• **Raw data**
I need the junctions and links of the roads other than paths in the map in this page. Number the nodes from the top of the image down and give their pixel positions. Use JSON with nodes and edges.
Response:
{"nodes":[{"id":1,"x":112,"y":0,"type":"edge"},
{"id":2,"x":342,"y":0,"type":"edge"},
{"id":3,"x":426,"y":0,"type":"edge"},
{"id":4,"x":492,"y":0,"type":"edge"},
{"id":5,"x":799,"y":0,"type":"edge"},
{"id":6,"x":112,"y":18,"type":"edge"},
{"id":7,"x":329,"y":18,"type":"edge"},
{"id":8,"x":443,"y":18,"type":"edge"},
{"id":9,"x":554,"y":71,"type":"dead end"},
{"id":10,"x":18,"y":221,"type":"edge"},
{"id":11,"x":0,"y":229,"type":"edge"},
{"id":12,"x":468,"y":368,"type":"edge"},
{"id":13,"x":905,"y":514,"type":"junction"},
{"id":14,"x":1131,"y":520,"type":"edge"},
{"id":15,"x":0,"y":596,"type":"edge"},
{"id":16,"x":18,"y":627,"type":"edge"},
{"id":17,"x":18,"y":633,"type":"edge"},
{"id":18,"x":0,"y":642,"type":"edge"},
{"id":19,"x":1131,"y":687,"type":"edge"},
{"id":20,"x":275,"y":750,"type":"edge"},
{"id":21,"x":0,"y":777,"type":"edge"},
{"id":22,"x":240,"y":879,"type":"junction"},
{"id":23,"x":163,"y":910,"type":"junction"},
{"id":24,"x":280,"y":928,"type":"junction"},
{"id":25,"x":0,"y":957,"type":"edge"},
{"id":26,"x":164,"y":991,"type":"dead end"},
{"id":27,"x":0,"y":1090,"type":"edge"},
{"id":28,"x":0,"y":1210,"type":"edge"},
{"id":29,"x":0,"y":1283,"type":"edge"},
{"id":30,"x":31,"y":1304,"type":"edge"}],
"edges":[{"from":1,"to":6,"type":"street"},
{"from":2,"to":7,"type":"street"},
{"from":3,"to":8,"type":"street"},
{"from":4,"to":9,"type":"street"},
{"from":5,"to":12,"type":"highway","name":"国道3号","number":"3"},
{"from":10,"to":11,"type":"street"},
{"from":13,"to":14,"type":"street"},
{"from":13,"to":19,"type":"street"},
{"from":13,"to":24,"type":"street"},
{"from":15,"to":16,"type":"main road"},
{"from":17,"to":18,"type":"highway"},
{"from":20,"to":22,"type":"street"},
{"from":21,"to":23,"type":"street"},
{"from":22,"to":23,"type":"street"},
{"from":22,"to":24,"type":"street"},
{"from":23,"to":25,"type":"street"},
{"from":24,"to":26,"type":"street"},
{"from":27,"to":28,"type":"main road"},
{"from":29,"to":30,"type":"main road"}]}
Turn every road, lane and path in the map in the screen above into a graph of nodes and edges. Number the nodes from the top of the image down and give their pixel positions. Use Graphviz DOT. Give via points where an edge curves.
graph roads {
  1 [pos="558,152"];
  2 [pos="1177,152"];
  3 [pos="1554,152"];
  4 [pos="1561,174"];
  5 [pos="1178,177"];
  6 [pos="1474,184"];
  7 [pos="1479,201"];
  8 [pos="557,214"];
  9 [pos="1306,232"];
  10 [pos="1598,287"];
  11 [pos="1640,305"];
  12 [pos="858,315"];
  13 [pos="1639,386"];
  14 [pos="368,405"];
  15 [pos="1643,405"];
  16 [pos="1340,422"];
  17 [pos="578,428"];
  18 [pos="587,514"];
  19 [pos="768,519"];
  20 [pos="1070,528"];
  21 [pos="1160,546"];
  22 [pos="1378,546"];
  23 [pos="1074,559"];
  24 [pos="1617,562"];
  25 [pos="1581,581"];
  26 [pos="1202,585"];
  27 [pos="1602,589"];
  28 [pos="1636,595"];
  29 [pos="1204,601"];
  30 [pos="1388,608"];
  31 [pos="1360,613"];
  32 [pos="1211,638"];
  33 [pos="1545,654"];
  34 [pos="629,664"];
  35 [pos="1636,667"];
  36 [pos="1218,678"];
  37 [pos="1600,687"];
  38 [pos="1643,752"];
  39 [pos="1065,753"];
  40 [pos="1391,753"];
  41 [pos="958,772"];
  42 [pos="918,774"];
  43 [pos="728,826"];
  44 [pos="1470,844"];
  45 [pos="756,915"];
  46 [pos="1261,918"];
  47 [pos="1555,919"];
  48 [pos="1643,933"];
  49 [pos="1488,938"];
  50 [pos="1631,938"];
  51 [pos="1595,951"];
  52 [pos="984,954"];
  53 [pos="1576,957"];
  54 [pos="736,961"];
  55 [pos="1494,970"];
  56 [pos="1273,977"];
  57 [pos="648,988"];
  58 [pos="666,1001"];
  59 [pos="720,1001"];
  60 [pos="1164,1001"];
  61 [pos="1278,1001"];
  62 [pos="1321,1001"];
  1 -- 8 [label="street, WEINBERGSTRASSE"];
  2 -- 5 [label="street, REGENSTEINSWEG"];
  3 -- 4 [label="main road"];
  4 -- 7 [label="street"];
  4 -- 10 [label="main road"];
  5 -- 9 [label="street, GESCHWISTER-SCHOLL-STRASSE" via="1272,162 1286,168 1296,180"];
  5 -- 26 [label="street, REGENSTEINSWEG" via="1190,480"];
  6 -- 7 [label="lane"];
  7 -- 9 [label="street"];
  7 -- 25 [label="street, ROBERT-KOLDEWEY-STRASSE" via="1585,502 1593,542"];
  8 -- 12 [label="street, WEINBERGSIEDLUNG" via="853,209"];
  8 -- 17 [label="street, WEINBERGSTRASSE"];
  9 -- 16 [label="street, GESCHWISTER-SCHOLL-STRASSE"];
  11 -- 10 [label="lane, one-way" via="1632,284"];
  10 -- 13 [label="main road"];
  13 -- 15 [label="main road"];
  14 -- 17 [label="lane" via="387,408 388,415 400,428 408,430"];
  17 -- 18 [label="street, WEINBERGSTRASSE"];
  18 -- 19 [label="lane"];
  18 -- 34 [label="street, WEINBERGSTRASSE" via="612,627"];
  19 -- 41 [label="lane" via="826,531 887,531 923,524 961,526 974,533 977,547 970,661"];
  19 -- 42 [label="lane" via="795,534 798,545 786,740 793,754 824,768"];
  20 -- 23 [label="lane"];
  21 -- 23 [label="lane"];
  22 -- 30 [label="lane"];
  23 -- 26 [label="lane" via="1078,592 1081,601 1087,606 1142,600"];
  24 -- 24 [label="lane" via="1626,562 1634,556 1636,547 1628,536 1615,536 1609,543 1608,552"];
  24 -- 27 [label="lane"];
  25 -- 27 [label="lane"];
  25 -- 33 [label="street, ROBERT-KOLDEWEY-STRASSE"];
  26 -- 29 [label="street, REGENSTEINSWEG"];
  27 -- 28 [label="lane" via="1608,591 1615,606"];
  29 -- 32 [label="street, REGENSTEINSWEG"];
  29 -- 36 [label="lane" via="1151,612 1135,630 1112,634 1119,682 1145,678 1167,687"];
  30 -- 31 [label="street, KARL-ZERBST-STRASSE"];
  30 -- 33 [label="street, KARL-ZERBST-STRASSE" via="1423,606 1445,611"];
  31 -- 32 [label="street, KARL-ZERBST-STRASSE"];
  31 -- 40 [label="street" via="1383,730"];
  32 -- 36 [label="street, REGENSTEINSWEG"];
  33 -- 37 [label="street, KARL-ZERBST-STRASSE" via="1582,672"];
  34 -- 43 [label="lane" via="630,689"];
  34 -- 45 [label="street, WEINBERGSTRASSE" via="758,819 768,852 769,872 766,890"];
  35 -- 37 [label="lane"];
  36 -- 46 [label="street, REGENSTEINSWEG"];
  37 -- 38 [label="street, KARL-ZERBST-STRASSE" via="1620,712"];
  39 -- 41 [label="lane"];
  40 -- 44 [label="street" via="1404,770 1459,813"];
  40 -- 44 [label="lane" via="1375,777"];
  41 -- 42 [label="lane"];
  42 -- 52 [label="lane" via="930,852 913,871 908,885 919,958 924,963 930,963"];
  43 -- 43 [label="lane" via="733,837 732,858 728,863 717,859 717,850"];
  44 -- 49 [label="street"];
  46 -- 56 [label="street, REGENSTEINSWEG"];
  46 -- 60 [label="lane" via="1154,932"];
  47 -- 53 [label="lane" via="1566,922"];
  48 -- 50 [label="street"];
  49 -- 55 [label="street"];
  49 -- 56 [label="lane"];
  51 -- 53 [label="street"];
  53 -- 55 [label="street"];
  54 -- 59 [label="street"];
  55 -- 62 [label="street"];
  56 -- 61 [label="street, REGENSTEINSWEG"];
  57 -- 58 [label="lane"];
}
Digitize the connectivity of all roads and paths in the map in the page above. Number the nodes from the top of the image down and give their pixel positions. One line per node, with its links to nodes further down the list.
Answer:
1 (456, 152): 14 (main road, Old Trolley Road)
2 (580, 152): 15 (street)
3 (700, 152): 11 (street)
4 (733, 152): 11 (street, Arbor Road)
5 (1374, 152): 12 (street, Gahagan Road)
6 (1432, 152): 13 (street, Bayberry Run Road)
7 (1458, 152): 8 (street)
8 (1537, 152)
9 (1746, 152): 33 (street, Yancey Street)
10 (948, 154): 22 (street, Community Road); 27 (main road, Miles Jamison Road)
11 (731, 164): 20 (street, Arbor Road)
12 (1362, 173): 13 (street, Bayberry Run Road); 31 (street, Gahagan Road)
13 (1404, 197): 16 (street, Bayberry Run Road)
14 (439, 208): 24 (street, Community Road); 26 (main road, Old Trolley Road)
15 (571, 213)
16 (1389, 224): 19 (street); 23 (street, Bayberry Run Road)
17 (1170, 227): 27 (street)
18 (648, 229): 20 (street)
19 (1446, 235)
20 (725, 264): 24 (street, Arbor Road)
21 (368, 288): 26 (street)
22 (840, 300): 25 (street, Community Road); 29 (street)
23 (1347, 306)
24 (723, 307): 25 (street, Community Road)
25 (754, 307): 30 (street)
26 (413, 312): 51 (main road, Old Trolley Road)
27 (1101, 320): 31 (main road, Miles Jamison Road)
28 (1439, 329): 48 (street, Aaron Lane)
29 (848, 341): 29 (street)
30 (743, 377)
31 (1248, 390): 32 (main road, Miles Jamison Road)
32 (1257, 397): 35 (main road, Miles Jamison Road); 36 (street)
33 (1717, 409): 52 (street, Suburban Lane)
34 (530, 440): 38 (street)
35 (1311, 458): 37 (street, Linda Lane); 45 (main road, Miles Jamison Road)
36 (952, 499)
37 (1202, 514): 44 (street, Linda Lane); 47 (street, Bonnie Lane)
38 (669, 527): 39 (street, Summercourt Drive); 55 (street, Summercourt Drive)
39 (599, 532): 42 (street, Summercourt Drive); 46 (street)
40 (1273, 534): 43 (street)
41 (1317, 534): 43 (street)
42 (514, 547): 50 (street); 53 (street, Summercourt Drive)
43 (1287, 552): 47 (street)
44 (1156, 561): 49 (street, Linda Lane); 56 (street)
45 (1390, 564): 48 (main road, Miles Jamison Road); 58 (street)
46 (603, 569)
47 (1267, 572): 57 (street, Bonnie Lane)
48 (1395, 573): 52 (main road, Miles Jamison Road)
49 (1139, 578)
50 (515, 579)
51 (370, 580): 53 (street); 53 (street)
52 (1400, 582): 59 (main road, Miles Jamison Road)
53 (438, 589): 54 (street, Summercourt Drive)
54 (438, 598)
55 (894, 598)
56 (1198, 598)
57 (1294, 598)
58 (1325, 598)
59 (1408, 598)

• **Assignment**
In the entries above, find every line with the word "Arbor" and list it.

• **Answer box**
4 (733, 152): 11 (street, Arbor Road)
11 (731, 164): 20 (street, Arbor Road)
20 (725, 264): 24 (street, Arbor Road)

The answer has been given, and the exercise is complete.